Segment Start: Material supplied

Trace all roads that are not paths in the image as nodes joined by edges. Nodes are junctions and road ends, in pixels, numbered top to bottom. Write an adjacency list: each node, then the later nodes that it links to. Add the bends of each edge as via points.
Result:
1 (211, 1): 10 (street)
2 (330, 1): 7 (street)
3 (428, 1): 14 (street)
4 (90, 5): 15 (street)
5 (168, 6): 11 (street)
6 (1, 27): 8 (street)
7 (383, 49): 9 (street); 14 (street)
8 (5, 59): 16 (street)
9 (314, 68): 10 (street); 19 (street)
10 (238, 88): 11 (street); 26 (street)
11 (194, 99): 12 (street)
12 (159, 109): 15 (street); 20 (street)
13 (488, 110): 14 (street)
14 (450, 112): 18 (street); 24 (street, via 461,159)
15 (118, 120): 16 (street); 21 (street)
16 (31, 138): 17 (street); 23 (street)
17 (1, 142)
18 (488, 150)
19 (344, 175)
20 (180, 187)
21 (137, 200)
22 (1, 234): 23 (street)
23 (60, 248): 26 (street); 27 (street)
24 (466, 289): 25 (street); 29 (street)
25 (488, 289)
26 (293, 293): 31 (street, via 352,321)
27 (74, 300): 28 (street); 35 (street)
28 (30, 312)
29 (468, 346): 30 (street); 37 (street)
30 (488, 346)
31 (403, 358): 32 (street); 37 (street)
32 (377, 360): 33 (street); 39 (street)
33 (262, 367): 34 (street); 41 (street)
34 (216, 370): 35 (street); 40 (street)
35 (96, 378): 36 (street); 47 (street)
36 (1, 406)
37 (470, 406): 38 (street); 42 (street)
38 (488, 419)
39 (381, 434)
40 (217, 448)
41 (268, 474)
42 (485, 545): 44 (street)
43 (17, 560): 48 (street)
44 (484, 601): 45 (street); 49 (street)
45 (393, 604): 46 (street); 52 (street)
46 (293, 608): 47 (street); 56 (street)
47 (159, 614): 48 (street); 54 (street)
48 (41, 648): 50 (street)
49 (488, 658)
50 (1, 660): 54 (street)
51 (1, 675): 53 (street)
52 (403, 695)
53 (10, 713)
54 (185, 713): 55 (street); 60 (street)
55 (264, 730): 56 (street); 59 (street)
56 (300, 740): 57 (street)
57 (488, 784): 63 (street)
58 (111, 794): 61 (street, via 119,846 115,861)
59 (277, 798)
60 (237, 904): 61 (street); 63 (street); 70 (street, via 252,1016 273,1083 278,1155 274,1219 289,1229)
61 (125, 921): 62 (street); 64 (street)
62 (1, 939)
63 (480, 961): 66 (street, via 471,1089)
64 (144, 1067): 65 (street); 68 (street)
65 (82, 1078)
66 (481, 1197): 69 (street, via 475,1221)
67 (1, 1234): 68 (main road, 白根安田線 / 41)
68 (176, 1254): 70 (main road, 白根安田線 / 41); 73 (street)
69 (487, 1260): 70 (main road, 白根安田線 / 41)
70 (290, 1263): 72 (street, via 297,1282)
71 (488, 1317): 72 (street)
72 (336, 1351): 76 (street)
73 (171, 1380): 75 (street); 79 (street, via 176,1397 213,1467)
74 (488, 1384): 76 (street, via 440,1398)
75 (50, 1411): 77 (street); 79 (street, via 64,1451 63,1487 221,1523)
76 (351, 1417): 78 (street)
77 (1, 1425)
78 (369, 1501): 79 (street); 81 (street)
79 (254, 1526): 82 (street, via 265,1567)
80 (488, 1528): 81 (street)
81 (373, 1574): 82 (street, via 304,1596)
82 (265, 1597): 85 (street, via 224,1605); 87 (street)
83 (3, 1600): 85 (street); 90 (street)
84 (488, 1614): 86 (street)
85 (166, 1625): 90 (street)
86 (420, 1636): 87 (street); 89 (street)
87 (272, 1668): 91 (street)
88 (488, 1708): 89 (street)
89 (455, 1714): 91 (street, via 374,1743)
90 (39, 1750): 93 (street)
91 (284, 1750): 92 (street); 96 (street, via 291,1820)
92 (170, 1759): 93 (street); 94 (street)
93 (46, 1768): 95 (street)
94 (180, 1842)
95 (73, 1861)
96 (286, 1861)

Segment End: Material supplied

* Exercise objective
Quote the entire listing above exactly.

* Response for this exercise
Trace all roads that are not paths in the image as nodes joined by edges. Nodes are junctions and road ends, in pixels, numbered top to bottom. Write an adjacency list: each node, then the later nodes that it links to. Add the bends of each edge as via points.
Result:
1 (211, 1): 10 (street)
2 (330, 1): 7 (street)
3 (428, 1): 14 (street)
4 (90, 5): 15 (street)
5 (168, 6): 11 (street)
6 (1, 27): 8 (street)
7 (383, 49): 9 (street); 14 (street)
8 (5, 59): 16 (street)
9 (314, 68): 10 (street); 19 (street)
10 (238, 88): 11 (street); 26 (street)
11 (194, 99): 12 (street)
12 (159, 109): 15 (street); 20 (street)
13 (488, 110): 14 (street)
14 (450, 112): 18 (street); 24 (street, via 461,159)
15 (118, 120): 16 (street); 21 (street)
16 (31, 138): 17 (street); 23 (street)
17 (1, 142)
18 (488, 150)
19 (344, 175)
20 (180, 187)
21 (137, 200)
22 (1, 234): 23 (street)
23 (60, 248): 26 (street); 27 (street)
24 (466, 289): 25 (street); 29 (street)
25 (488, 289)
26 (293, 293): 31 (street, via 352,321)
27 (74, 300): 28 (street); 35 (street)
28 (30, 312)
29 (468, 346): 30 (street); 37 (street)
30 (488, 346)
31 (403, 358): 32 (street); 37 (street)
32 (377, 360): 33 (street); 39 (street)
33 (262, 367): 34 (street); 41 (street)
34 (216, 370): 35 (street); 40 (street)
35 (96, 378): 36 (street); 47 (street)
36 (1, 406)
37 (470, 406): 38 (street); 42 (street)
38 (488, 419)
39 (381, 434)
40 (217, 448)
41 (268, 474)
42 (485, 545): 44 (street)
43 (17, 560): 48 (street)
44 (484, 601): 45 (street); 49 (street)
45 (393, 604): 46 (street); 52 (street)
46 (293, 608): 47 (street); 56 (street)
47 (159, 614): 48 (street); 54 (street)
48 (41, 648): 50 (street)
49 (488, 658)
50 (1, 660): 54 (street)
51 (1, 675): 53 (street)
52 (403, 695)
53 (10, 713)
54 (185, 713): 55 (street); 60 (street)
55 (264, 730): 56 (street); 59 (street)
56 (300, 740): 57 (street)
57 (488, 784): 63 (street)
58 (111, 794): 61 (street, via 119,846 115,861)
59 (277, 798)
60 (237, 904): 61 (street); 63 (street); 70 (street, via 252,1016 273,1083 278,1155 274,1219 289,1229)
61 (125, 921): 62 (street); 64 (street)
62 (1, 939)
63 (480, 961): 66 (street, via 471,1089)
64 (144, 1067): 65 (street); 68 (street)
65 (82, 1078)
66 (481, 1197): 69 (street, via 475,1221)
67 (1, 1234): 68 (main road, 白根安田線 / 41)
68 (176, 1254): 70 (main road, 白根安田線 / 41); 73 (street)
69 (487, 1260): 70 (main road, 白根安田線 / 41)
70 (290, 1263): 72 (street, via 297,1282)
71 (488, 1317): 72 (street)
72 (336, 1351): 76 (street)
73 (171, 1380): 75 (street); 79 (street, via 176,1397 213,1467)
74 (488, 1384): 76 (street, via 440,1398)
75 (50, 1411): 77 (street); 79 (street, via 64,1451 63,1487 221,1523)
76 (351, 1417): 78 (street)
77 (1, 1425)
78 (369, 1501): 79 (street); 81 (street)
79 (254, 1526): 82 (street, via 265,1567)
80 (488, 1528): 81 (street)
81 (373, 1574): 82 (street, via 304,1596)
82 (265, 1597): 85 (street, via 224,1605); 87 (street)
83 (3, 1600): 85 (street); 90 (street)
84 (488, 1614): 86 (street)
85 (166, 1625): 90 (street)
86 (420, 1636): 87 (street); 89 (street)
87 (272, 1668): 91 (street)
88 (488, 1708): 89 (street)
89 (455, 1714): 91 (street, via 374,1743)
90 (39, 1750): 93 (street)
91 (284, 1750): 92 (street); 96 (street, via 291,1820)
92 (170, 1759): 93 (street); 94 (street)
93 (46, 1768): 95 (street)
94 (180, 1842)
95 (73, 1861)
96 (286, 1861)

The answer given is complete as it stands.